It’s a simple strategy, but an effective one, and one that has served the Vikings well for the past two seasons. Because in their backfield, there is a guy you may have heard of named Adrian Peterson.

People have been waiting for Favre to revert to his gun-slinging ways, to suddenly go from putting up line scores like 23/27-155-2-0 to his old 31/47-310-2-3, and maybe he will. But it’s not going to happen this week.

“But, Matt!” I can somehow hear you saying, “The 49ers run defense is one of the best in the league this season!”

Well, yes. That’s technically true. But Adrian Peterson is not Beanie Wells or Justin Forsett. And if the Niners think they’ll be able to stymie Peterson like they did two season ago, they’re in for a surprise.

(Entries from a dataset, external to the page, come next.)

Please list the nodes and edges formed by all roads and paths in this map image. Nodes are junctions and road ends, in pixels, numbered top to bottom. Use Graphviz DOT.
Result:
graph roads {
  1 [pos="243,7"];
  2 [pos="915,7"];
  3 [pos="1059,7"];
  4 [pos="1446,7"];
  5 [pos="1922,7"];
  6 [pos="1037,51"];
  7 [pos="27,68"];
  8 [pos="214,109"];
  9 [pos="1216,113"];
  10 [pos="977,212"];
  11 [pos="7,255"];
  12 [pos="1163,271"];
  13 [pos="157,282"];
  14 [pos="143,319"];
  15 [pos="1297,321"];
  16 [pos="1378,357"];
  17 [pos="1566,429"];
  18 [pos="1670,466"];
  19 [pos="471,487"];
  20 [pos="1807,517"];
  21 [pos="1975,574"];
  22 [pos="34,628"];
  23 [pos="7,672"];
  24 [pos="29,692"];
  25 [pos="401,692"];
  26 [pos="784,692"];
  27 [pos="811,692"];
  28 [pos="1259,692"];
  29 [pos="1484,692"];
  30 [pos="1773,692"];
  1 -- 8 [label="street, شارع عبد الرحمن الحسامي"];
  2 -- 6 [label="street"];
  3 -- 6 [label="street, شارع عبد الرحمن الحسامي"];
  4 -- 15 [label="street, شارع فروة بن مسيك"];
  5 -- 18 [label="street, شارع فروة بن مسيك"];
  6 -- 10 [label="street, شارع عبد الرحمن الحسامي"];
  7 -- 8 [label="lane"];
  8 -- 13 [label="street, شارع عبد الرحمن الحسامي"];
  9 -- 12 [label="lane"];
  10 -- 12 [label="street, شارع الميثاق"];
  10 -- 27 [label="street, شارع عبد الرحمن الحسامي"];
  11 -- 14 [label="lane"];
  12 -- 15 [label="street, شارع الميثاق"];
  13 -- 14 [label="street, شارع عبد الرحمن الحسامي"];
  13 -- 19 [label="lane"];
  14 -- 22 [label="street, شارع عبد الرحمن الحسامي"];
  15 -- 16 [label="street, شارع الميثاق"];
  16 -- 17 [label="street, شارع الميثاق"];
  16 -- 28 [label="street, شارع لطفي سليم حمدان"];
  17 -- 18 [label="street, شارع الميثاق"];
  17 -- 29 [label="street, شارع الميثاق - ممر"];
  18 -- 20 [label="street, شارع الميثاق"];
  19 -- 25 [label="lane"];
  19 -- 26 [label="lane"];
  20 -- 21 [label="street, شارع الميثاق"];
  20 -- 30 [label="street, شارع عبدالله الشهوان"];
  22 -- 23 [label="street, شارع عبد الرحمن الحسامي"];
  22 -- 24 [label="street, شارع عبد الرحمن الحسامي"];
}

Not that I think the 49ers are so haughty as to think that. Mike Singletary might be a hothead with a propensity for pulling his pants down, but he understands good run defense. After all, he did star for the Bears for a 100-odd years. So he’ll have his team geared up to stop Peterson.

And it won’t matter.

Simply put, the Vikings’ offense is perfectly suited to run against the 49er’s 3-4 scheme. By overloading the left side of their offensive line by putting Jim Kleinsasser in to block, Peterson should be able to bypass Justin Smith and get around the corner.

Once he gets to the second level, Peterson’s speed and power are unmatched by any current player. He is not afraid to get Patrick Willis or Takeo Spikes on their heels. Even with a sore back, Peterson has always been an instinct first runner, and he won’t shy away from contact.

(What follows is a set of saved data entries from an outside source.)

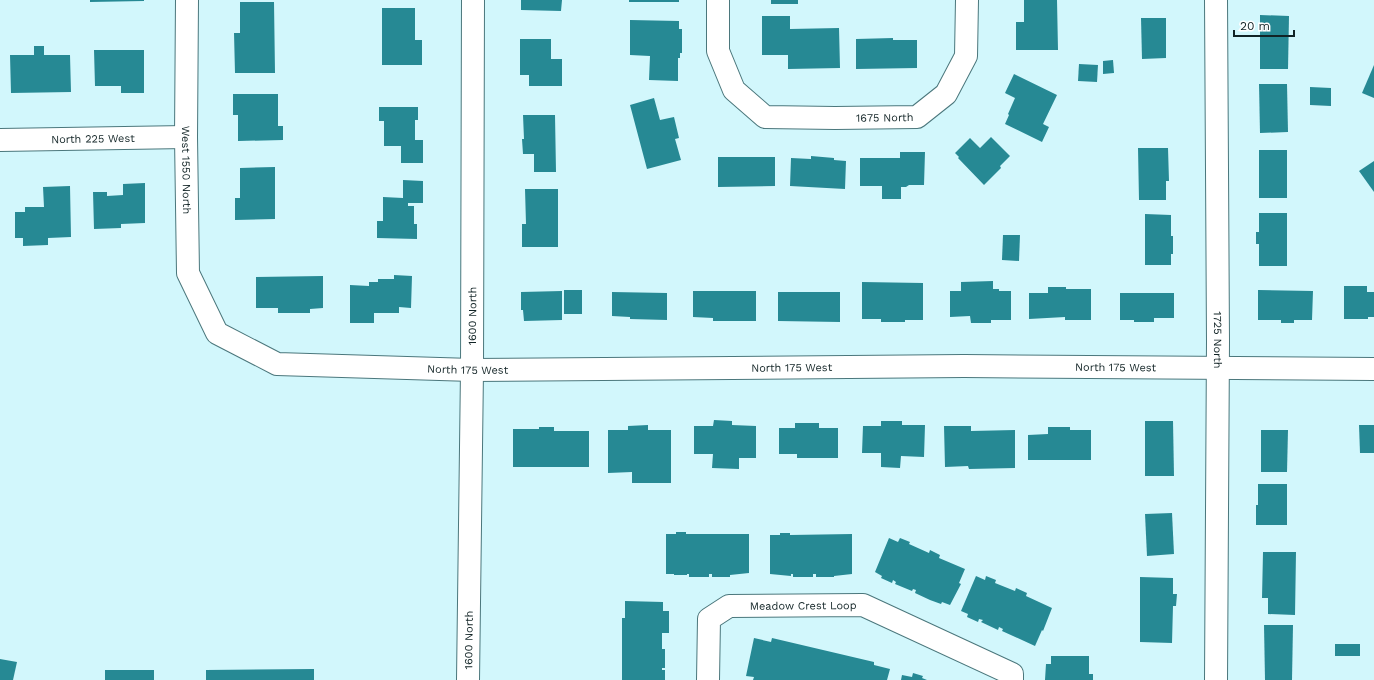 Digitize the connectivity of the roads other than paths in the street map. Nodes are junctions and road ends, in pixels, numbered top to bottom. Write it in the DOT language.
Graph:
graph roads {
  1 [pos="187,0"];
  2 [pos="473,0"];
  3 [pos="718,0"];
  4 [pos="966,0"];
  5 [pos="1216,0"];
  6 [pos="186,137"];
  7 [pos="0,140"];
  8 [pos="217,333"];
  9 [pos="1218,368"];
  10 [pos="472,370"];
  11 [pos="1374,370"];
  12 [pos="468,680"];
  13 [pos="708,680"];
  14 [pos="1012,680"];
  15 [pos="1216,680"];
  1 -- 6 [label="street, West 1550 North"];
  2 -- 10 [label="street, 1600 North"];
  3 -- 4 [label="street, 1675 North"];
  5 -- 9 [label="street, 1725 North"];
  6 -- 7 [label="street, North 225 West"];
  6 -- 8 [label="street, West 1550 North"];
  8 -- 10 [label="street, North 175 West"];
  9 -- 10 [label="street, North 175 West"];
  9 -- 11 [label="street, North 175 West"];
  9 -- 15 [label="street, 1725 North"];
  10 -- 12 [label="street, 1600 North"];
  13 -- 14 [label="street, Meadow Crest Loop"];
}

And therein lies the reason for the Viking’s success in the past two games. While the 49ers might be able to bottle the running game up for a quarter or two like this, stuffing runs for 2-3 yards per play with some creative run blitzing, second level defenders are not used to getting hit, and the Vikings play a more violent run scheme than just about anybody.

I don’t see the Vikings altering their scheme any for this game. I think Peterson takes 20-25 carries, mostly to the left center of the line behind Bryant McKinney and a tight end. Also, I suspect one or two reverses to Percy Harvin out of the backfield, to take advantage of the 49ers’ overeager linebackers crashing down on Peterson early in the game.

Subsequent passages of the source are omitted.